[Collected data entries]
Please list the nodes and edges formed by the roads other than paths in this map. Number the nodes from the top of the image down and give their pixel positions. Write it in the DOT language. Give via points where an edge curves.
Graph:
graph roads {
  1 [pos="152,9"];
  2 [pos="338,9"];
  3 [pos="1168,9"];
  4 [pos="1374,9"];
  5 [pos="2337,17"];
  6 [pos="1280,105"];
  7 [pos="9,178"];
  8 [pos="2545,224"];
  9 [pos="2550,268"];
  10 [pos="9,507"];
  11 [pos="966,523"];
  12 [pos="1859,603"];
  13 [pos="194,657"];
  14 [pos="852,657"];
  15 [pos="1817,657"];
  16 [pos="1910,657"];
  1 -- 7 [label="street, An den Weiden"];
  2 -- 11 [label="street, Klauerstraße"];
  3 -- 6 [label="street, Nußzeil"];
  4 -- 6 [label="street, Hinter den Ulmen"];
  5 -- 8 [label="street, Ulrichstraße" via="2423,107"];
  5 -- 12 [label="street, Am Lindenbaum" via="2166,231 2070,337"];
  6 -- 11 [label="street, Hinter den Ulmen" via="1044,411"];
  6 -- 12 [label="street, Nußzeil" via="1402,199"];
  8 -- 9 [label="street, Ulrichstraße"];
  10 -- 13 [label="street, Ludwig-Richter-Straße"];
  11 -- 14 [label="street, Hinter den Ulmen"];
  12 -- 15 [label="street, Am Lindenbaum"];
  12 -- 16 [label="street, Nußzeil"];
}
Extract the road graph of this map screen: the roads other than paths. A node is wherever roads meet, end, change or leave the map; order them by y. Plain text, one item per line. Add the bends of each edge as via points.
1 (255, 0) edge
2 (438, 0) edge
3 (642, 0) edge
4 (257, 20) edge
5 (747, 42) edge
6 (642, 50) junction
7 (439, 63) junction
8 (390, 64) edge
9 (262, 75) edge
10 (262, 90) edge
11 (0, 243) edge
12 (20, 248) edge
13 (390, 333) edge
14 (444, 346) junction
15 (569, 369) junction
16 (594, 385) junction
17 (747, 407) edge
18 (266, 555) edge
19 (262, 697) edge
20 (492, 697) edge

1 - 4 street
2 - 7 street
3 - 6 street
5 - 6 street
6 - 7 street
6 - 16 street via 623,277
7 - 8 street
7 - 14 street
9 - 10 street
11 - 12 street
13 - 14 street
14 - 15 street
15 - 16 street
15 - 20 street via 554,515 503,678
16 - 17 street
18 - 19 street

EXERCISE DESCRIPTION ::
The required output is the line containing "Extract the road" through the last line of the records above, each copied exactly and nothing more.

RESPONSE BELOW ::
Extract the road graph of this map screen: the roads other than paths. A node is wherever roads meet, end, change or leave the map; order them by y. Plain text, one item per line. Add the bends of each edge as via points.
1 (255, 0) edge
2 (438, 0) edge
3 (642, 0) edge
4 (257, 20) edge
5 (747, 42) edge
6 (642, 50) junction
7 (439, 63) junction
8 (390, 64) edge
9 (262, 75) edge
10 (262, 90) edge
11 (0, 243) edge
12 (20, 248) edge
13 (390, 333) edge
14 (444, 346) junction
15 (569, 369) junction
16 (594, 385) junction
17 (747, 407) edge
18 (266, 555) edge
19 (262, 697) edge
20 (492, 697) edge

1 - 4 street
2 - 7 street
3 - 6 street
5 - 6 street
6 - 7 street
6 - 16 street via 623,277
7 - 8 street
7 - 14 street
9 - 10 street
11 - 12 street
13 - 14 street
14 - 15 street
15 - 16 street
15 - 20 street via 554,515 503,678
16 - 17 street
18 - 19 street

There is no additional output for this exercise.